Source data
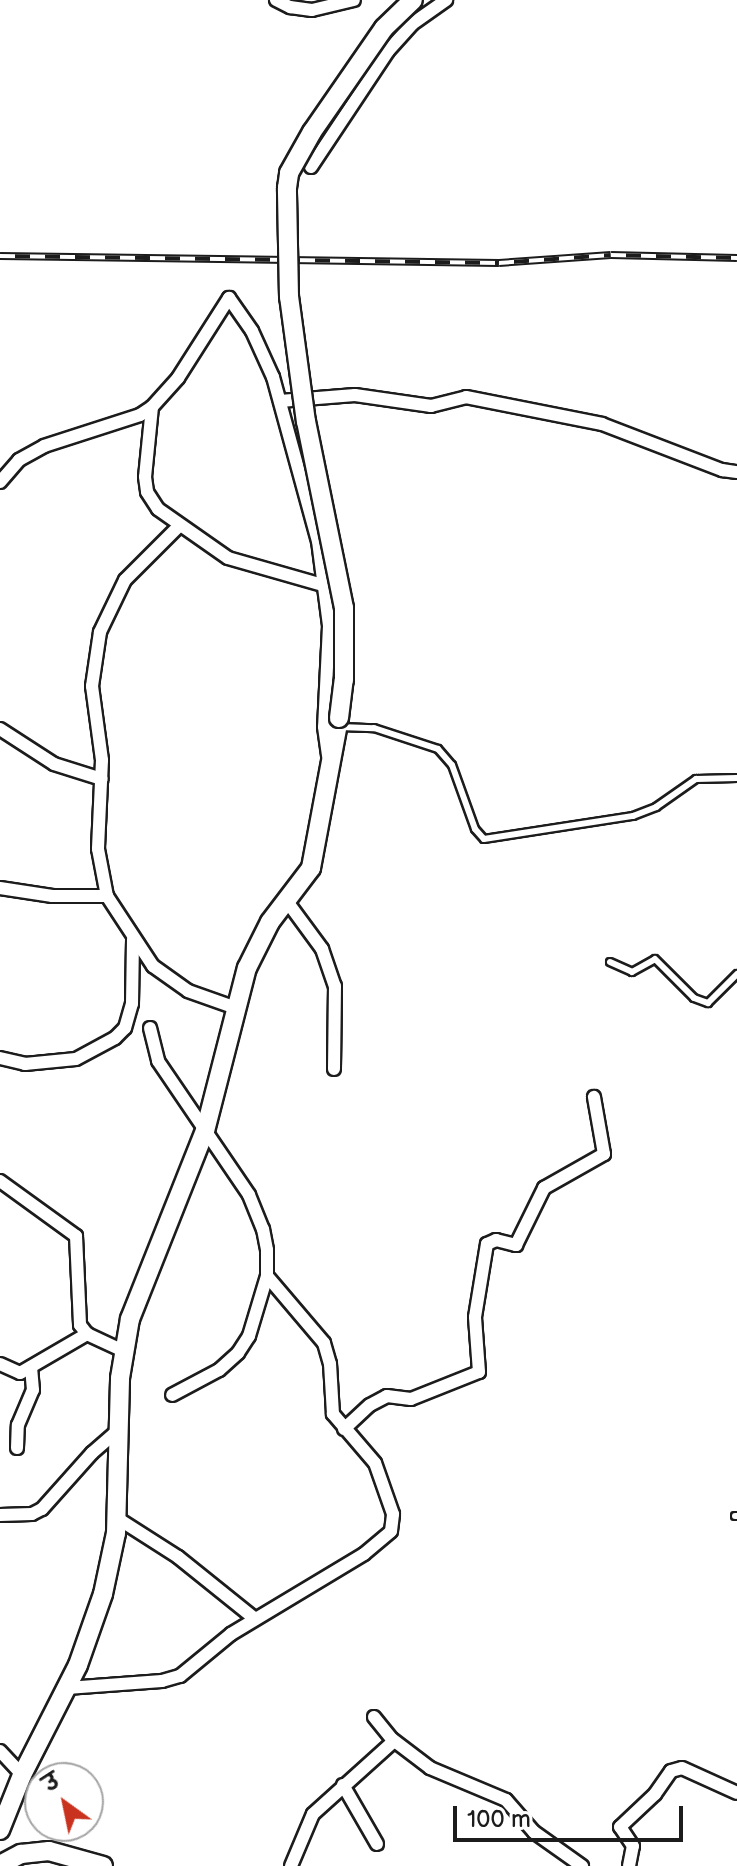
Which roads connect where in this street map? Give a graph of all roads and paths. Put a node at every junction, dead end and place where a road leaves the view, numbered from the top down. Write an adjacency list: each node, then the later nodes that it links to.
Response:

--

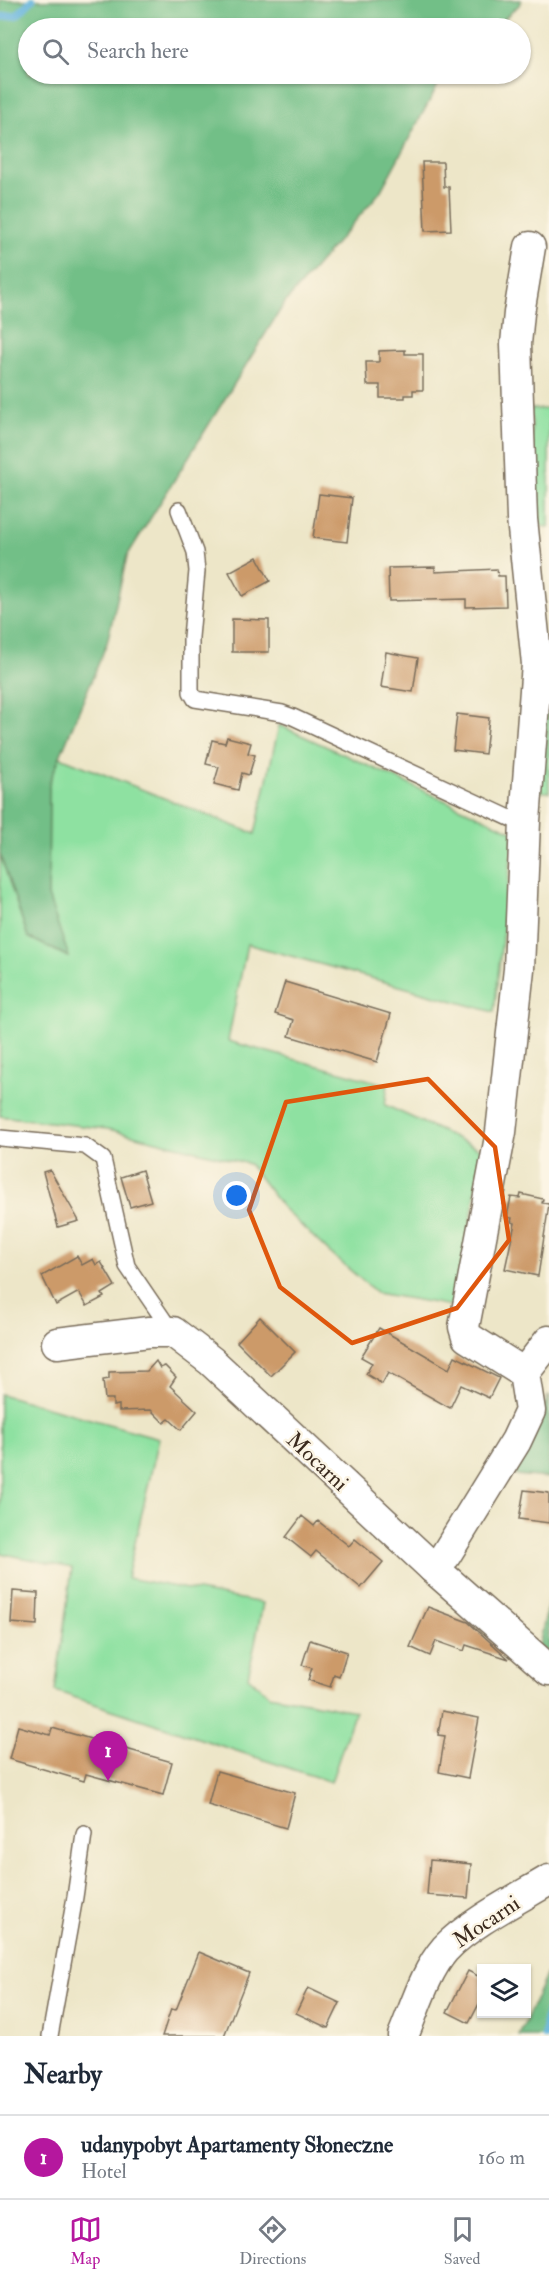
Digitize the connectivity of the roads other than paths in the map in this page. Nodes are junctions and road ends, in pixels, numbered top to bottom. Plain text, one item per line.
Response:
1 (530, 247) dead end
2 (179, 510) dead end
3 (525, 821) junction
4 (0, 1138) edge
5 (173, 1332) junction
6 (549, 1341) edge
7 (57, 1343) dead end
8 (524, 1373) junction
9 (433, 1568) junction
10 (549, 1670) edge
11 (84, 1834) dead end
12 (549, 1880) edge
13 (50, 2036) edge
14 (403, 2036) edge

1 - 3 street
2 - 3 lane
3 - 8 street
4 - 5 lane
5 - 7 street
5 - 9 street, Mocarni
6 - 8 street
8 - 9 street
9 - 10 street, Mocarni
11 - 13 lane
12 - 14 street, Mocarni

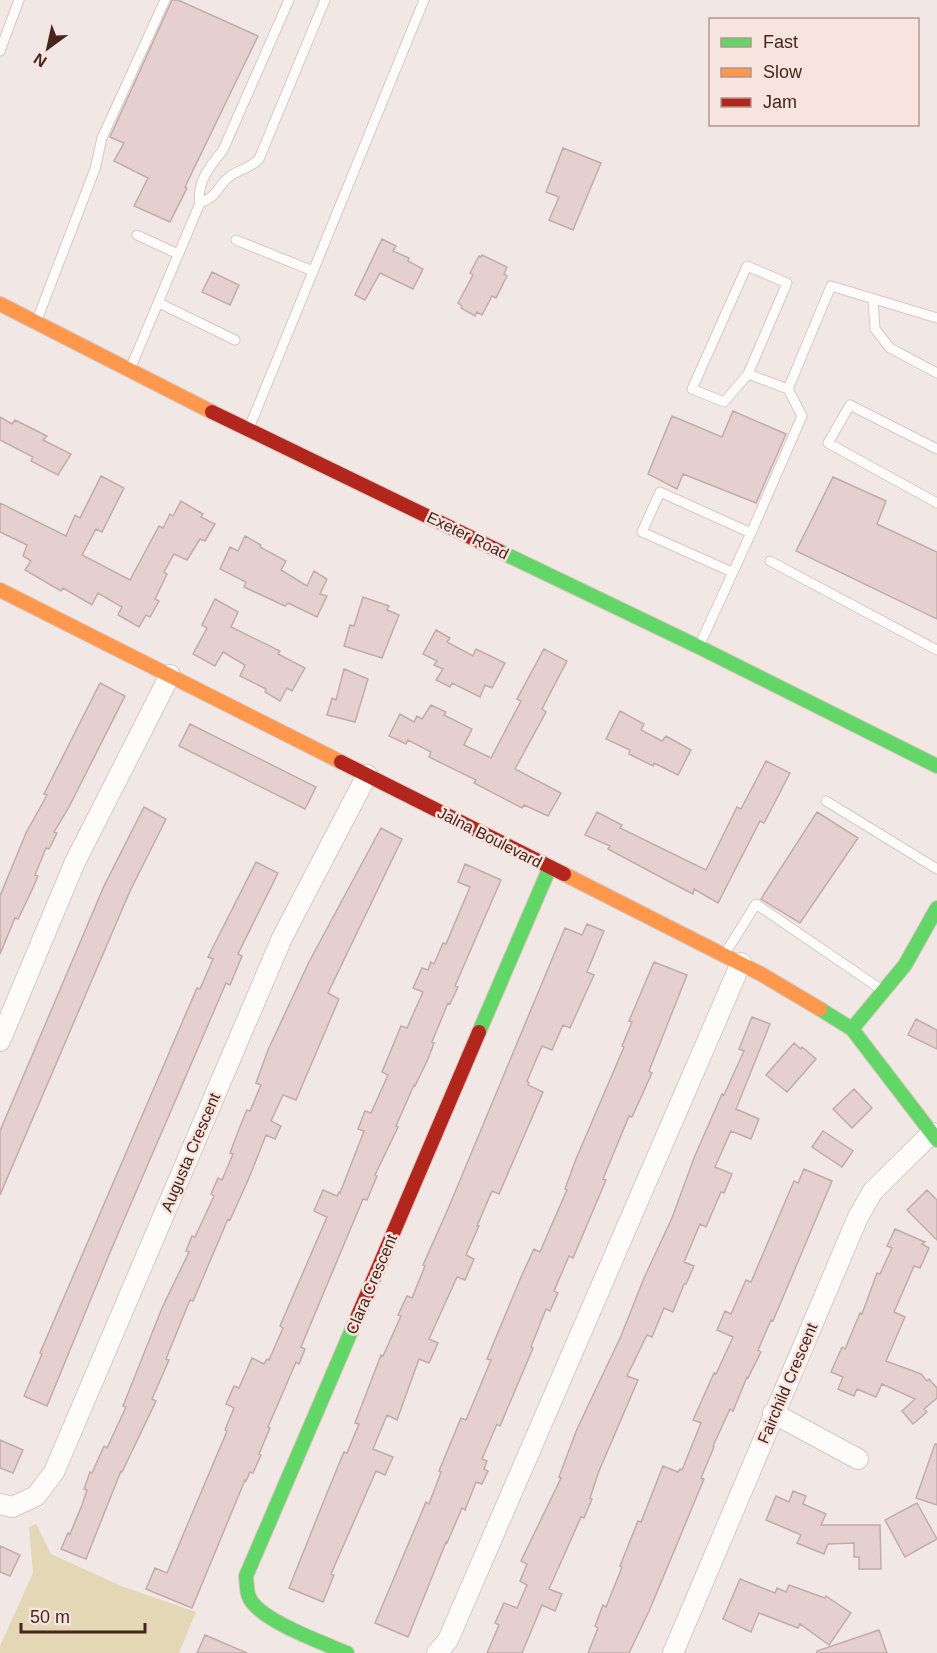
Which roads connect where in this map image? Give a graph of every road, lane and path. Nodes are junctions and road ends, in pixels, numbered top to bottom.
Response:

...

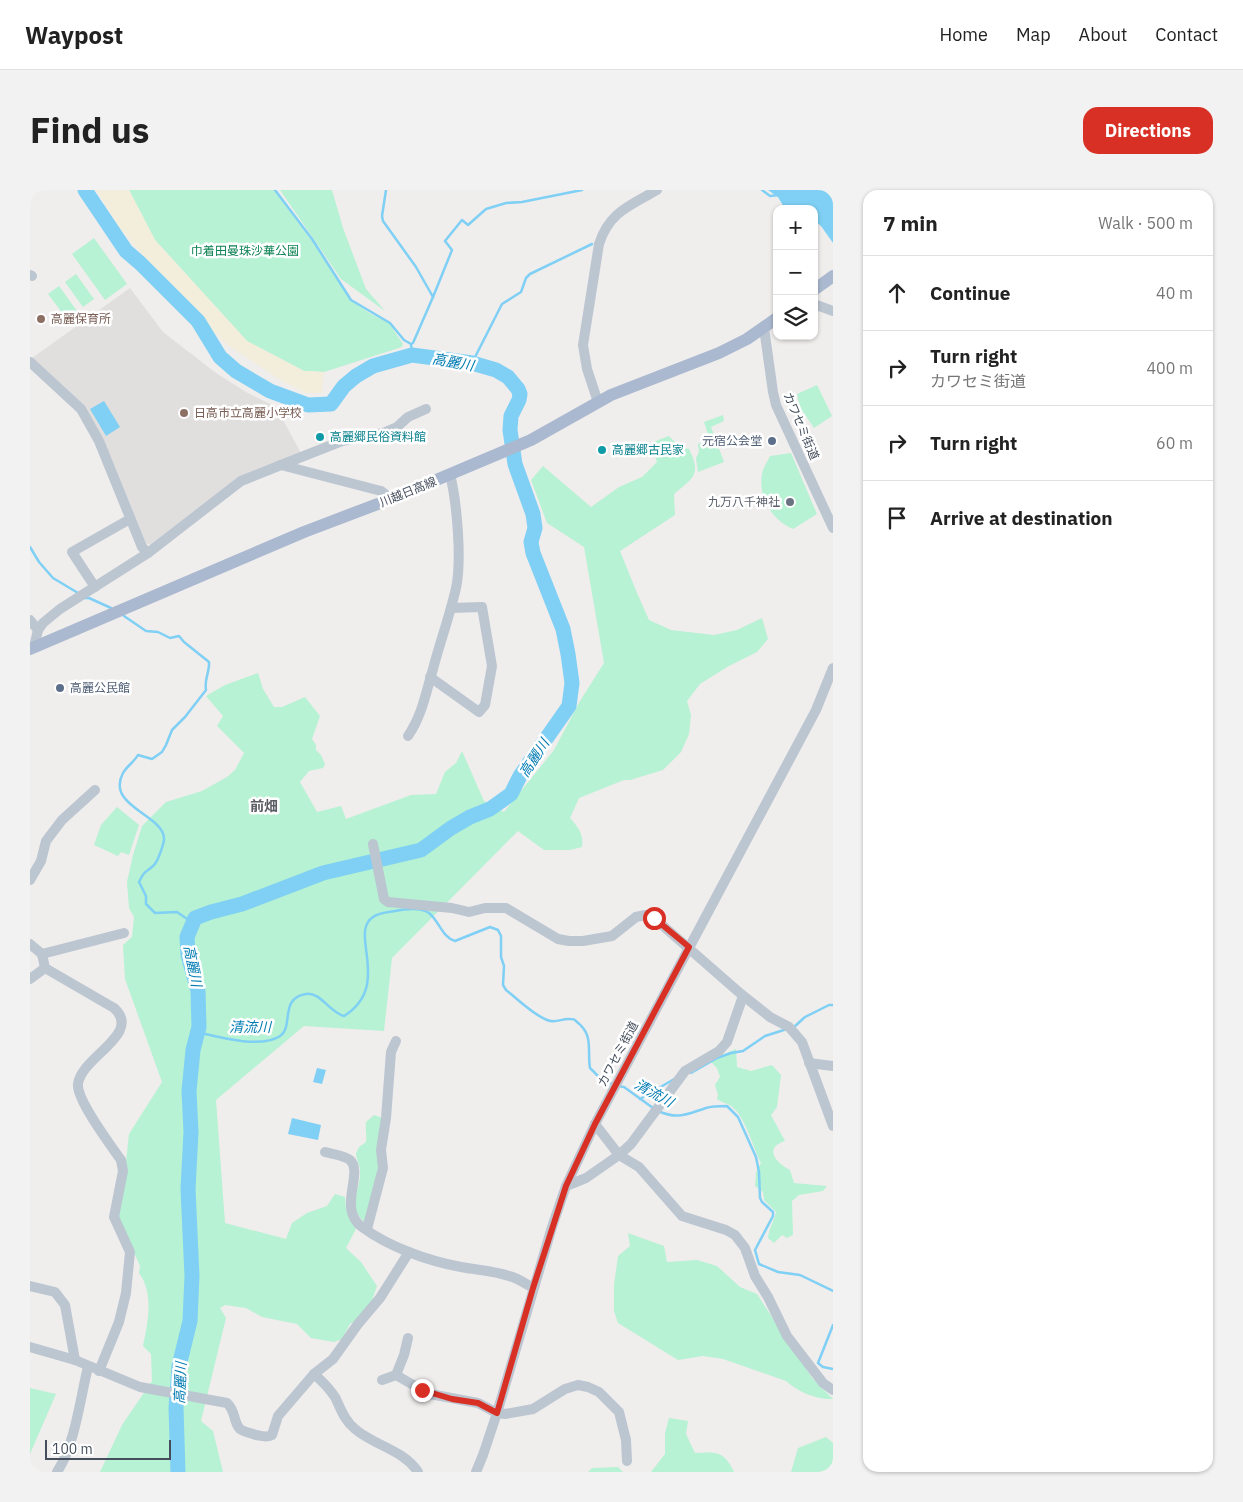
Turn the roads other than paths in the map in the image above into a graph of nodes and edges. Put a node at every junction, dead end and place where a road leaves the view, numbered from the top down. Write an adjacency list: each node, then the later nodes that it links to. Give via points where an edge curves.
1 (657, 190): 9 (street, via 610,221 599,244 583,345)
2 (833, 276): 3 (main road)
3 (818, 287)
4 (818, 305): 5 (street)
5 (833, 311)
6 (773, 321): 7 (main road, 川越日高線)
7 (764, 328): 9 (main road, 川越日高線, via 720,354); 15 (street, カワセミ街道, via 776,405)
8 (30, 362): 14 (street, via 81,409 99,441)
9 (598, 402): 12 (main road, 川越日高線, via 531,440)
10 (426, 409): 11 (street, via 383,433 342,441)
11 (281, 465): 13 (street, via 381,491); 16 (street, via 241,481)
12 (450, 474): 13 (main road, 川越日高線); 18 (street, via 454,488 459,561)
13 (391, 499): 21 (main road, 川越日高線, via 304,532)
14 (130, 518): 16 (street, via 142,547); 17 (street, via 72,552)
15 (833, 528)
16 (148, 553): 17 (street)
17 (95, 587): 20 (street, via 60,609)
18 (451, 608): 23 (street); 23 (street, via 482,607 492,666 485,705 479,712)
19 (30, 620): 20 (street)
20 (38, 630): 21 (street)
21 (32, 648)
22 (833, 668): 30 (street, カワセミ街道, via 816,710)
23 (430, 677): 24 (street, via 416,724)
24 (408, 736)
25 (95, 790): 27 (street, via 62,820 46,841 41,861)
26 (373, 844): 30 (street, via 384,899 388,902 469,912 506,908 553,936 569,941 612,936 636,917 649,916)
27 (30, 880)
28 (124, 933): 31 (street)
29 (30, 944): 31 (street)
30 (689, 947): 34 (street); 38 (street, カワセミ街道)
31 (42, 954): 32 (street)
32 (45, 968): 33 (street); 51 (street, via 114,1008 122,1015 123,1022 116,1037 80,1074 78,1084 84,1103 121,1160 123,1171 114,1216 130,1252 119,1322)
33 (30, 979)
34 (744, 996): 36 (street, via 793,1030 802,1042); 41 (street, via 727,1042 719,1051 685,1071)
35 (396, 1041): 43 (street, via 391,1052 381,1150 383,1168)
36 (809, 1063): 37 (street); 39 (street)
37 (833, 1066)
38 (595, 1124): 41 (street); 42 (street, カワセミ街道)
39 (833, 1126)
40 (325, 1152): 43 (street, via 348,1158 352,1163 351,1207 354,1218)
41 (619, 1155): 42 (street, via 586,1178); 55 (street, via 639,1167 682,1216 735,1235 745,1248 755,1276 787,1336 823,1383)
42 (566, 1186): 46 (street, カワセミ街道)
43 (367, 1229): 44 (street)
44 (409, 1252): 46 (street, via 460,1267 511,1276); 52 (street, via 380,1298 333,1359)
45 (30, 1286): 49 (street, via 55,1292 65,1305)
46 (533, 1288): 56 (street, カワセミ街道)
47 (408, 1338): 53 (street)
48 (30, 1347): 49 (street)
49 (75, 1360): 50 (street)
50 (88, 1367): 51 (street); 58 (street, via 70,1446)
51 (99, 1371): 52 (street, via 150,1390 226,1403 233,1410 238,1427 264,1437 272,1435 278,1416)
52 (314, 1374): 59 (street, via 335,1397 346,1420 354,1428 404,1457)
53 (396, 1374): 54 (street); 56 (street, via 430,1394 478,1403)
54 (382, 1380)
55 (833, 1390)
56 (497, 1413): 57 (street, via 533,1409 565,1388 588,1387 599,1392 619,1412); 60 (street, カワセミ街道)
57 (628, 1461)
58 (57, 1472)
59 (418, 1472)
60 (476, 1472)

What is needed
Nothing but a number is needed: the count of lines above that contain "pixels".

Result for this exercise
2